What needs to be done: This exercise requires every record to be repeated exactly.

Data to use:
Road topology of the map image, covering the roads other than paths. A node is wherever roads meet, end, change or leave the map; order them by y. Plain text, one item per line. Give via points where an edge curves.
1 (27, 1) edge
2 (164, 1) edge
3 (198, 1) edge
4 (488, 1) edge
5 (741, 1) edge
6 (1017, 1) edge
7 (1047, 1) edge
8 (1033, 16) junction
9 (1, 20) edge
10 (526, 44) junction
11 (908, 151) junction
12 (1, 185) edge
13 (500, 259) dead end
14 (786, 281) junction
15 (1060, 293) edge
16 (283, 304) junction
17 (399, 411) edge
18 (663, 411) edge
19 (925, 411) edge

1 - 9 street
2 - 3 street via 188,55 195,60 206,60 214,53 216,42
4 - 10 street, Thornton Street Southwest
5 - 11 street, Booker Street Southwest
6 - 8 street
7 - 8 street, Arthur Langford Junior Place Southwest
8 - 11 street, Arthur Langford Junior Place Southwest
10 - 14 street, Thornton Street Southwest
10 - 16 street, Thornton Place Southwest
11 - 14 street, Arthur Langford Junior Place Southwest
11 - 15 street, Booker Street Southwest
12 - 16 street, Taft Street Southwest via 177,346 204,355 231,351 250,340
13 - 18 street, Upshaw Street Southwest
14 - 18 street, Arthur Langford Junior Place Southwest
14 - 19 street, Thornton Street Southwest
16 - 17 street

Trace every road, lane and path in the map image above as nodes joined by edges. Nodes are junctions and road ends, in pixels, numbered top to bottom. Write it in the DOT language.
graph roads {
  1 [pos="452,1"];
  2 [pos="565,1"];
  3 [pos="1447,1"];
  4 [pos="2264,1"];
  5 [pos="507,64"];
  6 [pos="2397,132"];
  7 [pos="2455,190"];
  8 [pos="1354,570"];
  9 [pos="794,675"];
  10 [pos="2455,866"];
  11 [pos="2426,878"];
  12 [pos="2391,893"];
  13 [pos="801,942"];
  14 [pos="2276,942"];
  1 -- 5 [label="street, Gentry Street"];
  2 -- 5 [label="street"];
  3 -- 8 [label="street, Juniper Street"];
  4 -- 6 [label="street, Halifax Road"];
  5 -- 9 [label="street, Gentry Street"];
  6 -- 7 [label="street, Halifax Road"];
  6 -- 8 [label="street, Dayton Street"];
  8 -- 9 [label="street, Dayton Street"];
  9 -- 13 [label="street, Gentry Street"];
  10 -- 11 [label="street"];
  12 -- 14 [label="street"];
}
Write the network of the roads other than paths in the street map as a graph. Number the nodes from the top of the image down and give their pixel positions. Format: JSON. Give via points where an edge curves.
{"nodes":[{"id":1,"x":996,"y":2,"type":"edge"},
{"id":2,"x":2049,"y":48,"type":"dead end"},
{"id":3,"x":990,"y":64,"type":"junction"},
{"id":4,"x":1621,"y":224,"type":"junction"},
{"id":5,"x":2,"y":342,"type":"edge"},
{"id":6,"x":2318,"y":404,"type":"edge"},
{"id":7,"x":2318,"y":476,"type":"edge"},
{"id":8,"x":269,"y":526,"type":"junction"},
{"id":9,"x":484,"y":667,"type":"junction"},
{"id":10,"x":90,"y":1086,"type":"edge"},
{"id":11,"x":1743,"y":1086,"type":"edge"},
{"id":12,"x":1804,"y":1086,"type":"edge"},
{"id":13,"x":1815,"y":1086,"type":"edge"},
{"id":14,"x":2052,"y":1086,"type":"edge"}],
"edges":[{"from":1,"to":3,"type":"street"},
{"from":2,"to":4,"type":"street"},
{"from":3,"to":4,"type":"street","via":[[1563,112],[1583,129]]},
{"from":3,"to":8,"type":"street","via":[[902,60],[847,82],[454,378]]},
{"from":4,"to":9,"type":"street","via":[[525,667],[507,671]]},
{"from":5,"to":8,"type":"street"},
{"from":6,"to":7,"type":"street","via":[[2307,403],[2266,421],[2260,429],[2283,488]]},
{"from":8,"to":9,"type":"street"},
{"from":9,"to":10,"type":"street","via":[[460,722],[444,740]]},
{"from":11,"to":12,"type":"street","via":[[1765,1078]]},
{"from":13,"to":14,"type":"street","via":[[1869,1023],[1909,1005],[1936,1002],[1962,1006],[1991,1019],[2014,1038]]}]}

Output for this task:
Road topology of the map image, covering the roads other than paths. A node is wherever roads meet, end, change or leave the map; order them by y. Plain text, one item per line. Give via points where an edge curves.
1 (27, 1) edge
2 (164, 1) edge
3 (198, 1) edge
4 (488, 1) edge
5 (741, 1) edge
6 (1017, 1) edge
7 (1047, 1) edge
8 (1033, 16) junction
9 (1, 20) edge
10 (526, 44) junction
11 (908, 151) junction
12 (1, 185) edge
13 (500, 259) dead end
14 (786, 281) junction
15 (1060, 293) edge
16 (283, 304) junction
17 (399, 411) edge
18 (663, 411) edge
19 (925, 411) edge

1 - 9 street
2 - 3 street via 188,55 195,60 206,60 214,53 216,42
4 - 10 street, Thornton Street Southwest
5 - 11 street, Booker Street Southwest
6 - 8 street
7 - 8 street, Arthur Langford Junior Place Southwest
8 - 11 street, Arthur Langford Junior Place Southwest
10 - 14 street, Thornton Street Southwest
10 - 16 street, Thornton Place Southwest
11 - 14 street, Arthur Langford Junior Place Southwest
11 - 15 street, Booker Street Southwest
12 - 16 street, Taft Street Southwest via 177,346 204,355 231,351 250,340
13 - 18 street, Upshaw Street Southwest
14 - 18 street, Arthur Langford Junior Place Southwest
14 - 19 street, Thornton Street Southwest
16 - 17 street

Trace every road, lane and path in the map image above as nodes joined by edges. Nodes are junctions and road ends, in pixels, numbered top to bottom. Write it in the DOT language.
graph roads {
  1 [pos="452,1"];
  2 [pos="565,1"];
  3 [pos="1447,1"];
  4 [pos="2264,1"];
  5 [pos="507,64"];
  6 [pos="2397,132"];
  7 [pos="2455,190"];
  8 [pos="1354,570"];
  9 [pos="794,675"];
  10 [pos="2455,866"];
  11 [pos="2426,878"];
  12 [pos="2391,893"];
  13 [pos="801,942"];
  14 [pos="2276,942"];
  1 -- 5 [label="street, Gentry Street"];
  2 -- 5 [label="street"];
  3 -- 8 [label="street, Juniper Street"];
  4 -- 6 [label="street, Halifax Road"];
  5 -- 9 [label="street, Gentry Street"];
  6 -- 7 [label="street, Halifax Road"];
  6 -- 8 [label="street, Dayton Street"];
  8 -- 9 [label="street, Dayton Street"];
  9 -- 13 [label="street, Gentry Street"];
  10 -- 11 [label="street"];
  12 -- 14 [label="street"];
}
Write the network of the roads other than paths in the street map as a graph. Number the nodes from the top of the image down and give their pixel positions. Format: JSON. Give via points where an edge curves.
{"nodes":[{"id":1,"x":996,"y":2,"type":"edge"},
{"id":2,"x":2049,"y":48,"type":"dead end"},
{"id":3,"x":990,"y":64,"type":"junction"},
{"id":4,"x":1621,"y":224,"type":"junction"},
{"id":5,"x":2,"y":342,"type":"edge"},
{"id":6,"x":2318,"y":404,"type":"edge"},
{"id":7,"x":2318,"y":476,"type":"edge"},
{"id":8,"x":269,"y":526,"type":"junction"},
{"id":9,"x":484,"y":667,"type":"junction"},
{"id":10,"x":90,"y":1086,"type":"edge"},
{"id":11,"x":1743,"y":1086,"type":"edge"},
{"id":12,"x":1804,"y":1086,"type":"edge"},
{"id":13,"x":1815,"y":1086,"type":"edge"},
{"id":14,"x":2052,"y":1086,"type":"edge"}],
"edges":[{"from":1,"to":3,"type":"street"},
{"from":2,"to":4,"type":"street"},
{"from":3,"to":4,"type":"street","via":[[1563,112],[1583,129]]},
{"from":3,"to":8,"type":"street","via":[[902,60],[847,82],[454,378]]},
{"from":4,"to":9,"type":"street","via":[[525,667],[507,671]]},
{"from":5,"to":8,"type":"street"},
{"from":6,"to":7,"type":"street","via":[[2307,403],[2266,421],[2260,429],[2283,488]]},
{"from":8,"to":9,"type":"street"},
{"from":9,"to":10,"type":"street","via":[[460,722],[444,740]]},
{"from":11,"to":12,"type":"street","via":[[1765,1078]]},
{"from":13,"to":14,"type":"street","via":[[1869,1023],[1909,1005],[1936,1002],[1962,1006],[1991,1019],[2014,1038]]}]}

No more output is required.